Dragonlance is a classic high-fantasy campaign setting made immensely popular in the 80s thanks to a series of novels set within its world. Despite being a setting that still has a massive influence on the game today, Dragonlance setting hasn’t had an official D&D campaign guide since 2003. That version of the setting was built for D&D‘s revised 3rd Edition (or 3.5e) ruleset. After that, Wizards turned the rights to the setting over to its primary creative team, Tracy Hickman and Margaret Weis. Weis’ publisher Sovereign Press has served as Dragonlance‘s custodian ever since.

Unveiled during D&D Direct was a brand new adventure book, Dragonlance: Shadow of the Dragon Queen, an adventure module that takes place during the War of the Lance. It becomes the first official D&D Dragonlance module in almost 20 years.

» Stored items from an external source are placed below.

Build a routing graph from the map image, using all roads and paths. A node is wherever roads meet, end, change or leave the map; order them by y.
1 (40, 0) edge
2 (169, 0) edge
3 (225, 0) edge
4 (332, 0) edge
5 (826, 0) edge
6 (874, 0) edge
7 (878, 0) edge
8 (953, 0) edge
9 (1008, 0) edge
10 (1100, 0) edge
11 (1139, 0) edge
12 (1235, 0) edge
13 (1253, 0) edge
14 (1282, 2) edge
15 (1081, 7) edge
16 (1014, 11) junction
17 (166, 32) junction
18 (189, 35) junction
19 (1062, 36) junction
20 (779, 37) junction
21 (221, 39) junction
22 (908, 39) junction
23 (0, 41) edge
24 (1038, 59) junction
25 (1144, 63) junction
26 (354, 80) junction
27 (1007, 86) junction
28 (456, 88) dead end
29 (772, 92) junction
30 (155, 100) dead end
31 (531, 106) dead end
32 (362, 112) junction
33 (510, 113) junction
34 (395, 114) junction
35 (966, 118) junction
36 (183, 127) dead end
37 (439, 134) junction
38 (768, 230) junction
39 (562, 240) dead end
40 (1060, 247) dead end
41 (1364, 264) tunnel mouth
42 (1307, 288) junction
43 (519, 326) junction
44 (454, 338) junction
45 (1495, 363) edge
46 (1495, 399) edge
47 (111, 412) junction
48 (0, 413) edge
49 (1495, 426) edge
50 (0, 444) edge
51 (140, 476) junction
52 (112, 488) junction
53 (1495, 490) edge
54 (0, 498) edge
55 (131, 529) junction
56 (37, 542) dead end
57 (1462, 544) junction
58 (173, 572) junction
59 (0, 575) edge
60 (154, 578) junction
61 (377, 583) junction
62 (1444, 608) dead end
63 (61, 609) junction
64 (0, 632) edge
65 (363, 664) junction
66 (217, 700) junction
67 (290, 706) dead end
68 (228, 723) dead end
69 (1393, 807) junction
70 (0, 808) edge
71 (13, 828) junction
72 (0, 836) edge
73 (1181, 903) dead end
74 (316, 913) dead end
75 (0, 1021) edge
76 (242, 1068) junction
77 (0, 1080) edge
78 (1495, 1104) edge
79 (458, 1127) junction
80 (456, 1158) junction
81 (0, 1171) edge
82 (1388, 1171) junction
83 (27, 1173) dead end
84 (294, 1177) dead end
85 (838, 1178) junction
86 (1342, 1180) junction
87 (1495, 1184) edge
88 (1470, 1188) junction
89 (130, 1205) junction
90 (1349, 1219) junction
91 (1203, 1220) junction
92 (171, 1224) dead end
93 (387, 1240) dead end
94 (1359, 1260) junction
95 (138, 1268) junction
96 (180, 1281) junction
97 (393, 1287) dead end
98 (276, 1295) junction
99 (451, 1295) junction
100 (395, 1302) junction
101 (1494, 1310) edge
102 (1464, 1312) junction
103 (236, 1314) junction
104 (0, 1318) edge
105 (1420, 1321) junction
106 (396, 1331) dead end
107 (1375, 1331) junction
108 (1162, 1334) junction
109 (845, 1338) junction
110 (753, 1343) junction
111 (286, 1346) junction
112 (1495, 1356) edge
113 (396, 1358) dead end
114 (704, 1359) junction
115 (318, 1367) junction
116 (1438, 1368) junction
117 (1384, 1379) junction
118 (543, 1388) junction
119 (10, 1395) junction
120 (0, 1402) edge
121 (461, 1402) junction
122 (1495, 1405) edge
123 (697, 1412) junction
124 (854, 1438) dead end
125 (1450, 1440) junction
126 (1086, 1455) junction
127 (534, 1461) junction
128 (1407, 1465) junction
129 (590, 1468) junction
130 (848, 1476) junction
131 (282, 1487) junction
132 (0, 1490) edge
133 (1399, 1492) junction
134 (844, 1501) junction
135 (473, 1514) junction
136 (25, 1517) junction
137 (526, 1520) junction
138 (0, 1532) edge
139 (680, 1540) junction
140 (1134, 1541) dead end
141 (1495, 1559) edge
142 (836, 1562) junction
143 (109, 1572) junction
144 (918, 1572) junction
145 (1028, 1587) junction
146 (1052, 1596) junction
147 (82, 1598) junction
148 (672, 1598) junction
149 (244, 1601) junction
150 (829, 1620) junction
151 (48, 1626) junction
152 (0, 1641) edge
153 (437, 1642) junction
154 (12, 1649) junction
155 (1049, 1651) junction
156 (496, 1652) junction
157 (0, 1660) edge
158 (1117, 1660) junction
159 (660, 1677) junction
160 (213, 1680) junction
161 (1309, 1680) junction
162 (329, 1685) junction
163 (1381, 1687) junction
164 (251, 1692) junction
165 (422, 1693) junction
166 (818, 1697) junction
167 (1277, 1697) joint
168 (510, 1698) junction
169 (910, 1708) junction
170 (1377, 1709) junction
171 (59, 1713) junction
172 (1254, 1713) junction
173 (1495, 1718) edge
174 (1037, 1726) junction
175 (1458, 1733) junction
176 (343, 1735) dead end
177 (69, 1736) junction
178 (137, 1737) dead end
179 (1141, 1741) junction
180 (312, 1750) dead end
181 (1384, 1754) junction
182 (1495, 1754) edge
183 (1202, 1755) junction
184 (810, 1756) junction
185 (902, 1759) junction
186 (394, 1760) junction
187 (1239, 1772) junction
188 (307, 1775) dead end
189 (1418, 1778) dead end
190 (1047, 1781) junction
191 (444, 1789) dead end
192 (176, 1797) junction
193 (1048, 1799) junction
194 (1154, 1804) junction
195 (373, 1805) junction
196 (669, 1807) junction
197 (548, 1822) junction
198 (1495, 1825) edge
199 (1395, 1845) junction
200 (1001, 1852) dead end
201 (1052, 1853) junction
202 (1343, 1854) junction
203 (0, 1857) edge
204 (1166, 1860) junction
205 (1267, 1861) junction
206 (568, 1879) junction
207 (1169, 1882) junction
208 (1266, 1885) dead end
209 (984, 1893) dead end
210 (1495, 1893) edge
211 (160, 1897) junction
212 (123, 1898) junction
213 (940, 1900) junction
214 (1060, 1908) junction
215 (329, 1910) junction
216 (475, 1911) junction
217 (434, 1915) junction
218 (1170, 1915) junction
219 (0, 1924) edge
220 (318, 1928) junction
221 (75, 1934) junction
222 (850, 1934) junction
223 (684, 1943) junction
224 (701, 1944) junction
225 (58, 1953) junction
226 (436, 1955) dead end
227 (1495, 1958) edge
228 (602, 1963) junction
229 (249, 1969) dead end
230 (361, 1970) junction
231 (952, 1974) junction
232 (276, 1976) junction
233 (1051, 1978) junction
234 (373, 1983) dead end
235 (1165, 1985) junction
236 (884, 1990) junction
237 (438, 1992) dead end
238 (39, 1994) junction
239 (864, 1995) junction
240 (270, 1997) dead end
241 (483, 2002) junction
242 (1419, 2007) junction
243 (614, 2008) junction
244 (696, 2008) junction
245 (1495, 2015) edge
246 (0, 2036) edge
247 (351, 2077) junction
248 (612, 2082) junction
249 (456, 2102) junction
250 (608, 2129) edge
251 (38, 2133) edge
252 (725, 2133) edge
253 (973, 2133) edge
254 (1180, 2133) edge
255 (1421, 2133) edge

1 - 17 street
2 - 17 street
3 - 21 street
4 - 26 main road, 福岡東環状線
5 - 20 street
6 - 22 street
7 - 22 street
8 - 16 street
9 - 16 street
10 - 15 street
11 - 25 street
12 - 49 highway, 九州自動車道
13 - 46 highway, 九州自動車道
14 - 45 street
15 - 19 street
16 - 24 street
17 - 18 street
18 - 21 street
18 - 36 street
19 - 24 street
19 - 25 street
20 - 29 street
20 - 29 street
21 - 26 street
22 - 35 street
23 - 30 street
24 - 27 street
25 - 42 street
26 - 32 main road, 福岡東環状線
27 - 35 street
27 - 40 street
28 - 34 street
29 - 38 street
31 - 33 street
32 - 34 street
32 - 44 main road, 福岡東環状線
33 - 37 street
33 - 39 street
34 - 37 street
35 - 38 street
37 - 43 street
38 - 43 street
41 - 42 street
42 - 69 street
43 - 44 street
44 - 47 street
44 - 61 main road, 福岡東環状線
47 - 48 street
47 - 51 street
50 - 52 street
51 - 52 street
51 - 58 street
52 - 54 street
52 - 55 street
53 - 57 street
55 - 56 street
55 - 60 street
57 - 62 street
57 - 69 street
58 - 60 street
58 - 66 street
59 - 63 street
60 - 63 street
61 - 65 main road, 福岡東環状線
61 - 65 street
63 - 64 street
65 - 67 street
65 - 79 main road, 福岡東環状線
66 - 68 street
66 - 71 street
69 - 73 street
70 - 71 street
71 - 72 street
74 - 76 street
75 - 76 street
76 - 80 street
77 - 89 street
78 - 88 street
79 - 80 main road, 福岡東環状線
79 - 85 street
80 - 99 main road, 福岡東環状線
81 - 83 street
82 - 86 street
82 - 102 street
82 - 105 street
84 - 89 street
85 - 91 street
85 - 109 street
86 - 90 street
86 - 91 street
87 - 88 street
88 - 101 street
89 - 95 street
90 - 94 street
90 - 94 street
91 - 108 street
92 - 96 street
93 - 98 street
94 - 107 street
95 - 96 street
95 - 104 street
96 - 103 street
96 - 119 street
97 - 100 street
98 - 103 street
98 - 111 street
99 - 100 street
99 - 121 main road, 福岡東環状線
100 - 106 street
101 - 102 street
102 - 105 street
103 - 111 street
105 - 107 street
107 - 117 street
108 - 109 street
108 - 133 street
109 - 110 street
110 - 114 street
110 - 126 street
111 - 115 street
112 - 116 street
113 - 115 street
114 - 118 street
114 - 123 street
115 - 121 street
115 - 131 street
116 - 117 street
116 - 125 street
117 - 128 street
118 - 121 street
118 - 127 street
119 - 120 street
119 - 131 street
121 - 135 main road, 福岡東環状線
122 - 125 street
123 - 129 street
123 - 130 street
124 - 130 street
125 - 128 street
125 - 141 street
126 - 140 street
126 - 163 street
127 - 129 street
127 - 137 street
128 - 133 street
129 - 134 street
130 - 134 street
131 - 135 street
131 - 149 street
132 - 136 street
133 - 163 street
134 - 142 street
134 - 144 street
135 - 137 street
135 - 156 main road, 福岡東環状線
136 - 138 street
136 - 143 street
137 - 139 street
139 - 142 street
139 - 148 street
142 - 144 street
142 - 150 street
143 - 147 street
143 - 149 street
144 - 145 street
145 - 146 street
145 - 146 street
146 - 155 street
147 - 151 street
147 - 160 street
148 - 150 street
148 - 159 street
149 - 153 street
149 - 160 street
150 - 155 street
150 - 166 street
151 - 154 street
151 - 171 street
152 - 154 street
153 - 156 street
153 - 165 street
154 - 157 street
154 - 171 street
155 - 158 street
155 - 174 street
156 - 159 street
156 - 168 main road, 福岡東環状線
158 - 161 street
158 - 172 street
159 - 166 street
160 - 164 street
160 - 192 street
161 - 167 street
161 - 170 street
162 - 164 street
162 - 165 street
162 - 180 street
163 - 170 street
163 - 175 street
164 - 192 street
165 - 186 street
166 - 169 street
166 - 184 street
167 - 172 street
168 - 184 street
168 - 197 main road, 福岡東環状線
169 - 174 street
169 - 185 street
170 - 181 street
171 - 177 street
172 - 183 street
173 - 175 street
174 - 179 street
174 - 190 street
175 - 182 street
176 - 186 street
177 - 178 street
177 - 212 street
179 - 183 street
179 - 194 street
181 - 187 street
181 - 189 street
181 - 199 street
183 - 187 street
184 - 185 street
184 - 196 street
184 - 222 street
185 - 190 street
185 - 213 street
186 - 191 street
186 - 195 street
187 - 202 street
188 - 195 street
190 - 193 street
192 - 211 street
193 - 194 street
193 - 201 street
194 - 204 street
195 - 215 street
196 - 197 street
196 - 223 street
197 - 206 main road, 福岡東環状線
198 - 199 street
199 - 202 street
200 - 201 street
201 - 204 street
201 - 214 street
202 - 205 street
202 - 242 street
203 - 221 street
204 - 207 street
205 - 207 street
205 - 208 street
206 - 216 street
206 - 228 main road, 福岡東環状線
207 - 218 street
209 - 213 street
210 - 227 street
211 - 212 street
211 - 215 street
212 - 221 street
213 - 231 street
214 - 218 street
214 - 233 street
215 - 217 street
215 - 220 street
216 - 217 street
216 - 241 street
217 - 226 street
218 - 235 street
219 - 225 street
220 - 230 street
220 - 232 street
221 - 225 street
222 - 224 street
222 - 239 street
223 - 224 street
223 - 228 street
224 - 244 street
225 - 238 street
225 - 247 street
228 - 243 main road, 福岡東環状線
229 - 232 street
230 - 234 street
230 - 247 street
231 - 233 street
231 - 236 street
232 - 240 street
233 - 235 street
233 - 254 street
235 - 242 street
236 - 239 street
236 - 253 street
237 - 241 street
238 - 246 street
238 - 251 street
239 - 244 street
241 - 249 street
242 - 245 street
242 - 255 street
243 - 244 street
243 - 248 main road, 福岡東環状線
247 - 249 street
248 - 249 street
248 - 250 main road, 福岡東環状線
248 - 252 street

Beyond a simple teaser, Wizards didn’t have much else to say about this one beyond a release window: December 2022. Nevertheless, long-time Dragonlance fans can rest easy knowing that their favourite setting is back in 5th Edition.

Comments

  • Spelljammer did get an oddity of a CRPG by SSI. But besides that and some comics, I never really got much of an impression of it being popular. Not compared to Dragonlance and Forgotten Realms, at least until the constant fumbling of the Dragonlance setting led to it being dropped.

    Going back to the War of the Lance seems like a good idea for Dragonlance since that was the best time for the setting.